Mais tout ça c’était fini et Med leur manquait.

La peur des représailles éloignait les amis. Achille et Marco avaient taillé des matraques dans de vieux bois durs et ne se promenaient plus qu’armés, singeant les adultes qui cachaient leurs pétoires sous leurs habits. Précautions dérisoires mais les gamins n’imaginaient pas vraiment les dangers qui planaient dans les rues. Attentats aveugles, stupides et meurtriers, incendies nocturnes, basses vengeances déguisées se succédaient. On pouvait mourir pour “un rien”. A l’école, les maîtres bien qu’engagés dans l’un ou l’autre camp, professaient pourtant des paroles de paix pour protéger les gosses exaltés. Les mômes se toisaient comme des coqs; debout sur leurs ergots ils s’insultaient, se défiaient et reprenaient des slogans qu’ils ne comprenaient pas. L’OAS et le FLN, sigles symétriques, allaient jusqu’à s’affronter dans les cours des écoles.
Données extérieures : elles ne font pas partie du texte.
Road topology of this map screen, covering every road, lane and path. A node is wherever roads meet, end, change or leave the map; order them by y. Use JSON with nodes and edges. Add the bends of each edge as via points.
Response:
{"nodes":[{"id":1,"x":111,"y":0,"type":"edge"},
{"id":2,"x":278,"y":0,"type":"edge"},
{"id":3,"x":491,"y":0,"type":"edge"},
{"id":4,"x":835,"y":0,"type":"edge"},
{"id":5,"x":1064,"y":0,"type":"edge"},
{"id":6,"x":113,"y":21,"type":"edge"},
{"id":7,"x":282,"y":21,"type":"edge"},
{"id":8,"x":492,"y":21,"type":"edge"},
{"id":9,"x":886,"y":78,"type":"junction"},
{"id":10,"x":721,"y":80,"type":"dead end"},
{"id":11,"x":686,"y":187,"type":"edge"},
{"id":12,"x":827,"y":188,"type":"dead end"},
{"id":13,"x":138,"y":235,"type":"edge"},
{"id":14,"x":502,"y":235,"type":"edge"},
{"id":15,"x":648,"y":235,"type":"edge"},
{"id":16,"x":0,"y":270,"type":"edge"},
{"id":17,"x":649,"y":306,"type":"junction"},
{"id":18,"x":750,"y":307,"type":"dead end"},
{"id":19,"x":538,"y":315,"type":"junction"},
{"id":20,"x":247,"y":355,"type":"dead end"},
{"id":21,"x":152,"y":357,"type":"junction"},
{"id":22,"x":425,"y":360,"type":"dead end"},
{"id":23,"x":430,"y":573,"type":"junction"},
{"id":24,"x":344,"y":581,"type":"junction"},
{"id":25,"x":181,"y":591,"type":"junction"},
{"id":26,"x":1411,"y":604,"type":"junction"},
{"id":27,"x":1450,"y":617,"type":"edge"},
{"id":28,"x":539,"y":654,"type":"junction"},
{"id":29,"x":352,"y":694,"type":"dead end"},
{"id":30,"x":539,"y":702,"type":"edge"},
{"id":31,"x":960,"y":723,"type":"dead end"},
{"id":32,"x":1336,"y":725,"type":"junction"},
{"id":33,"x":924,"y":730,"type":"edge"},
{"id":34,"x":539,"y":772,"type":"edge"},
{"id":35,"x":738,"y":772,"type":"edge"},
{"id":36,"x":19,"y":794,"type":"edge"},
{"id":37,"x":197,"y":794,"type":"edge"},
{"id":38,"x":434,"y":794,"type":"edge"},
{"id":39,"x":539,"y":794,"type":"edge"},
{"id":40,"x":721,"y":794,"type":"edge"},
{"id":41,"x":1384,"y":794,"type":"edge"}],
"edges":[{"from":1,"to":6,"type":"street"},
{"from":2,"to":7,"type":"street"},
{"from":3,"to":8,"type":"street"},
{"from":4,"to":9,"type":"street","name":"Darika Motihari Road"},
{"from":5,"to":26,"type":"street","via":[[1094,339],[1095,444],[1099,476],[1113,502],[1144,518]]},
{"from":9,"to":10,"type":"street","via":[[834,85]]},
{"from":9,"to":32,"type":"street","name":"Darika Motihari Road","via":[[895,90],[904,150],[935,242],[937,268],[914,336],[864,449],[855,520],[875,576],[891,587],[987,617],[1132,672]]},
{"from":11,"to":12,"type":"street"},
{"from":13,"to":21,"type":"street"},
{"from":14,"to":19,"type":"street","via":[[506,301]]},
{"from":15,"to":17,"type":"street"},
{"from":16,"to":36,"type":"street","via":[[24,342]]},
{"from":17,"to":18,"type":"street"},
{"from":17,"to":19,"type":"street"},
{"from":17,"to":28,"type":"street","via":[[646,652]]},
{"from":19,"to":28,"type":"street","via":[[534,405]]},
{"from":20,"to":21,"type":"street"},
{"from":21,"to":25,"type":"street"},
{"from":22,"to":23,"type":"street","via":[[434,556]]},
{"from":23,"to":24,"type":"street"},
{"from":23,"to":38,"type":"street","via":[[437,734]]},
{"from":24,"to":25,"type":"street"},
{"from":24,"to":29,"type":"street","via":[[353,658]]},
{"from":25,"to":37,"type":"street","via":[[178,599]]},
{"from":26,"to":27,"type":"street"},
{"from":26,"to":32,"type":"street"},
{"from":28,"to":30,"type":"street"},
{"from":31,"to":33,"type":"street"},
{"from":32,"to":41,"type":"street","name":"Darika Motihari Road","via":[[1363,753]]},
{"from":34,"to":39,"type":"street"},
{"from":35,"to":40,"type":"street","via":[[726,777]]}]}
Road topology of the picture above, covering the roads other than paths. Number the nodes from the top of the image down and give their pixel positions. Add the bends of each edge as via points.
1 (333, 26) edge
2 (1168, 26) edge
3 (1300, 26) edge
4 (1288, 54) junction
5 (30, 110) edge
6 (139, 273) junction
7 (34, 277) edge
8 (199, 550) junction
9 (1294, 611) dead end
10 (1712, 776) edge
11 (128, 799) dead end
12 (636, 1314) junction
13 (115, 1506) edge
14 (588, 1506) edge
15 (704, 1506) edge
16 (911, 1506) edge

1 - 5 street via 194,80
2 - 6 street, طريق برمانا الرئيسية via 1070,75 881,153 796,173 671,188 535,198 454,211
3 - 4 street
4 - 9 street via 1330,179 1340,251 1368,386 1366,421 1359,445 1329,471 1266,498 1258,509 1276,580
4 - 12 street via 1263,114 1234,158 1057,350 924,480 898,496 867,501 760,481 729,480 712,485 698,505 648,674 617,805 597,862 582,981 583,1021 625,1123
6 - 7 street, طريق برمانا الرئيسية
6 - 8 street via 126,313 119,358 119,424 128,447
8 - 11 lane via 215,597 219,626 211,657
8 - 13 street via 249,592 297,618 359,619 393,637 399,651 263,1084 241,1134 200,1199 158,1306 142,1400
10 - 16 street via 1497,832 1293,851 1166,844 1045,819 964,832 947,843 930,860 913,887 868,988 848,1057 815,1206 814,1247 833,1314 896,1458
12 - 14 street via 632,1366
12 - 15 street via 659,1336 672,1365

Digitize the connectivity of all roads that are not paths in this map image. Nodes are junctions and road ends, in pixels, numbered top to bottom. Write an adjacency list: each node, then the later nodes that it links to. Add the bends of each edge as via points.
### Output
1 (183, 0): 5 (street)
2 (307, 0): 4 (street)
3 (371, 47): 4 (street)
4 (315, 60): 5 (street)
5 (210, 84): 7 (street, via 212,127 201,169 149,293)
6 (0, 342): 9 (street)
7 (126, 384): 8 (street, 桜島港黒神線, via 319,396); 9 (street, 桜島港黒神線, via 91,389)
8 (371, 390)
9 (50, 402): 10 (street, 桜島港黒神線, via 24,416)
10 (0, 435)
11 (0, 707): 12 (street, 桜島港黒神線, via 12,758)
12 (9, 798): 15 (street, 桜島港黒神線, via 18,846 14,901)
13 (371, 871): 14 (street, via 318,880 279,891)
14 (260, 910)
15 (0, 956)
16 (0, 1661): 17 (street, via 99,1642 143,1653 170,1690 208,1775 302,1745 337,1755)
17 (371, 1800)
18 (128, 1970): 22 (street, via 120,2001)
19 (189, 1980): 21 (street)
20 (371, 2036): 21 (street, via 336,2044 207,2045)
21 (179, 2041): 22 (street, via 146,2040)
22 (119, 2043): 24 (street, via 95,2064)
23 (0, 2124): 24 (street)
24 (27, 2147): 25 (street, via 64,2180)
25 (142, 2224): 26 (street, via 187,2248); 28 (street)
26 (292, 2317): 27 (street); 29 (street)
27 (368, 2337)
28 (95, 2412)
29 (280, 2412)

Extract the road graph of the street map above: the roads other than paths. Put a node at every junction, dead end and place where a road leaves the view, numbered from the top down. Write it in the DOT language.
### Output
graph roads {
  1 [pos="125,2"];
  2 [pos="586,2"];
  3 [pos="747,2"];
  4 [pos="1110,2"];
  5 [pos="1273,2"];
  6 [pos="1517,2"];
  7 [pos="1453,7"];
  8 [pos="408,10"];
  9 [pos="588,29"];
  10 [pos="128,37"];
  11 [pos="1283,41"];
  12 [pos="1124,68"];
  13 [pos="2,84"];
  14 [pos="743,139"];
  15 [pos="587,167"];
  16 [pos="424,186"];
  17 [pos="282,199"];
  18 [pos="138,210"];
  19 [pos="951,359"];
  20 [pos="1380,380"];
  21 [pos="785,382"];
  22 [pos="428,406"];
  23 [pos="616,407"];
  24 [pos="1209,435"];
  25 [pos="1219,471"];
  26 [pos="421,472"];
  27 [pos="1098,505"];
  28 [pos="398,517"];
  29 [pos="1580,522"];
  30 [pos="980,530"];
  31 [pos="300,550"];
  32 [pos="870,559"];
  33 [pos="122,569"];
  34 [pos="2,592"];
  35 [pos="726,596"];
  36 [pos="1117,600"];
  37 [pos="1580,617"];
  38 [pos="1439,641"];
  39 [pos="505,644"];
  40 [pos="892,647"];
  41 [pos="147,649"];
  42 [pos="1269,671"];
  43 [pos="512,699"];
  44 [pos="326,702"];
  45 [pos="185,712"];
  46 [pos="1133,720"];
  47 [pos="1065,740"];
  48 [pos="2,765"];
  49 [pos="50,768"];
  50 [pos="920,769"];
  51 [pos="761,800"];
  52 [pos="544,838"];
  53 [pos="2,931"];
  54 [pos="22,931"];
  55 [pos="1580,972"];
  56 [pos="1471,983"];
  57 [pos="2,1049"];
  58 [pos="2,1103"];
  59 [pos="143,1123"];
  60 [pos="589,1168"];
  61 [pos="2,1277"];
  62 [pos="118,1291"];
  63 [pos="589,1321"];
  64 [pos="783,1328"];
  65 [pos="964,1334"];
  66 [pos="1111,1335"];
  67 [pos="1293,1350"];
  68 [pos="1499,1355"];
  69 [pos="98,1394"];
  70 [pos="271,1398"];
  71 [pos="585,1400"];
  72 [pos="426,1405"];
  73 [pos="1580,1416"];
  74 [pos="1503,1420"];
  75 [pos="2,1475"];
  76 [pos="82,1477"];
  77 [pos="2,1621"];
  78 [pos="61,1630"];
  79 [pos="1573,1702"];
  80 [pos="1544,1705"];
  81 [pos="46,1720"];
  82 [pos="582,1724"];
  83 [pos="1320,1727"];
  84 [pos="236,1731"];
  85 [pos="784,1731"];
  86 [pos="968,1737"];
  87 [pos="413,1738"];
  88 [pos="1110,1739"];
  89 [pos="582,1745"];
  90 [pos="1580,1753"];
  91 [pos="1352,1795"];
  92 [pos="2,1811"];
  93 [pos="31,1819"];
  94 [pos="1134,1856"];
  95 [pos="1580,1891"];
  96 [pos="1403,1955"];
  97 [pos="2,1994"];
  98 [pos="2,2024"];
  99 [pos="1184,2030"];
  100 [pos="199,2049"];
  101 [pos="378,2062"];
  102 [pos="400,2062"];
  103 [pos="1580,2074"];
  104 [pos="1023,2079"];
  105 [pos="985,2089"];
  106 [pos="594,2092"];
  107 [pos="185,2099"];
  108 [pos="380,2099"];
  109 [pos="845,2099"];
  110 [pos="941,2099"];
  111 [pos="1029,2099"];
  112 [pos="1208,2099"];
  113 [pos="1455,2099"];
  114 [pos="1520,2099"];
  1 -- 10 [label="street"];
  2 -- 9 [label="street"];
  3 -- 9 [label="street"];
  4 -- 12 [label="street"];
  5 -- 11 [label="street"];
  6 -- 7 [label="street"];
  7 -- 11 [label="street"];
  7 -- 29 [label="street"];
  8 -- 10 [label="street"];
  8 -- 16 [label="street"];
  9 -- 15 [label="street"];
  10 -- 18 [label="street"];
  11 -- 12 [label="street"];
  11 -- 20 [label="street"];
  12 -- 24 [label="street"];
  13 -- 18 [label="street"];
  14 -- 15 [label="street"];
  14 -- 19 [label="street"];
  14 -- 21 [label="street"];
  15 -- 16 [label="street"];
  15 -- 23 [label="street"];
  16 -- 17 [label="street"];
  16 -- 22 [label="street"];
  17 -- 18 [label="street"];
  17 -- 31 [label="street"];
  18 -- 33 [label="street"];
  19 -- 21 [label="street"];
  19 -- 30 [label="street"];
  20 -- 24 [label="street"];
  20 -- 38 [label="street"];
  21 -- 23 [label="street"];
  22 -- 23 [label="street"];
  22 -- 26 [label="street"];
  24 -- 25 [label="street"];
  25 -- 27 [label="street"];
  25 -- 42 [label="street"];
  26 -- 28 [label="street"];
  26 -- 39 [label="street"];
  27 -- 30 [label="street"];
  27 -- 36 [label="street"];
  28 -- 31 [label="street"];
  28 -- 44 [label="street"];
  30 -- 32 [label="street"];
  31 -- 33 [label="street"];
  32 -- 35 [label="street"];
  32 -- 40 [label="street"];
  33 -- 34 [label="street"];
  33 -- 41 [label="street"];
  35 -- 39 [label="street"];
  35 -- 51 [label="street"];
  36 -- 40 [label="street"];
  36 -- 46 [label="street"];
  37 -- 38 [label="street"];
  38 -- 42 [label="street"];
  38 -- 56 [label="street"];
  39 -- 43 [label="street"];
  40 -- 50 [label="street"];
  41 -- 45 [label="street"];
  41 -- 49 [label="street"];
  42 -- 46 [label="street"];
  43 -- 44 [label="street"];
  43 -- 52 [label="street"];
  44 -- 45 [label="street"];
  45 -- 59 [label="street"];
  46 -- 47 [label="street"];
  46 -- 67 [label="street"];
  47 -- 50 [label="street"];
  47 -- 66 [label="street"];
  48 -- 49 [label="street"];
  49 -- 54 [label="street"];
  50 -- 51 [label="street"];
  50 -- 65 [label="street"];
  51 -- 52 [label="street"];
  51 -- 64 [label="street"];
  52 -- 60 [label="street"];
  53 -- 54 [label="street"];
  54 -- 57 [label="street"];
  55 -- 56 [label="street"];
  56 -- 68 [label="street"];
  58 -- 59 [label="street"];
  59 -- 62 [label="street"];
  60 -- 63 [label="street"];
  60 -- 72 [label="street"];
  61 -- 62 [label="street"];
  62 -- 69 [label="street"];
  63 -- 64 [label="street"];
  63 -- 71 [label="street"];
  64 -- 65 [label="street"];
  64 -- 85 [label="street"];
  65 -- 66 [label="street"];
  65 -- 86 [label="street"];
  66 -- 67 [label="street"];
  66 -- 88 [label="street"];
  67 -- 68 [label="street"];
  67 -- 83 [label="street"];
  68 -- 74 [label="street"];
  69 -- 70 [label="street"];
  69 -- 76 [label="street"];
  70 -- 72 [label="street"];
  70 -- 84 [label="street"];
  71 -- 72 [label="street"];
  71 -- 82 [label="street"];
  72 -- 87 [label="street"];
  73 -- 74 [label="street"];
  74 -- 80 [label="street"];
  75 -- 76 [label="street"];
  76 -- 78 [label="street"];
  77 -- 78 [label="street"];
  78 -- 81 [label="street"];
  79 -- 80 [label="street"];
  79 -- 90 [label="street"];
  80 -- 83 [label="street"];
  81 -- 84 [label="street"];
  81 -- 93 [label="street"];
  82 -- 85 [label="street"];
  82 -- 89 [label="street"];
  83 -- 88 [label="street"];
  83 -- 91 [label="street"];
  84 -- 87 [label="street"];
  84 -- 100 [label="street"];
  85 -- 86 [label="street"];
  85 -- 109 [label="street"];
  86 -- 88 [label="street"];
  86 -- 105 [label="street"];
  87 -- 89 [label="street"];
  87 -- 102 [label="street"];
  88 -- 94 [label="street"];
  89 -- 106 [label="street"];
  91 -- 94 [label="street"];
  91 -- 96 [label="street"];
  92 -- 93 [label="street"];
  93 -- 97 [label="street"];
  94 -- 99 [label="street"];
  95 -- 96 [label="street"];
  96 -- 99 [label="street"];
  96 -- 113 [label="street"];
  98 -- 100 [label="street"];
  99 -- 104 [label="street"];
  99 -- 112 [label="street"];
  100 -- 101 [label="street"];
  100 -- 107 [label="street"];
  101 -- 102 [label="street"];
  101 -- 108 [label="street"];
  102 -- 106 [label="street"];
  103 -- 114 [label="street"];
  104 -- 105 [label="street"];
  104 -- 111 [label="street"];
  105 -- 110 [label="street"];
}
Triste temps que celui des croyances monolithiques imbéciles, triste temps que celui qui corrompt le coeur des enfants, pauvre temps que celui du manichéisme et des caricatures grossières, affreux temps que celui qui voile la lumière des regards. Parfois, de loin quand nul ne les voyait, Med, Marco et Achille se souriaient furtivement. Achille finit l’année scolaire en fanfare, multipliant les prix et les récompenses. Pourtant il redoubla sa classe. Il lui aurait fallu partir à Bône (Annaba) faire son année de seconde mais son père, effrayé par les bandes de jeunes qui manifestaient journellement là-bas, au milieu des adultes exaltés en prenant tous les risques, convainquit le Directeur d’accepter de le garder une année de plus.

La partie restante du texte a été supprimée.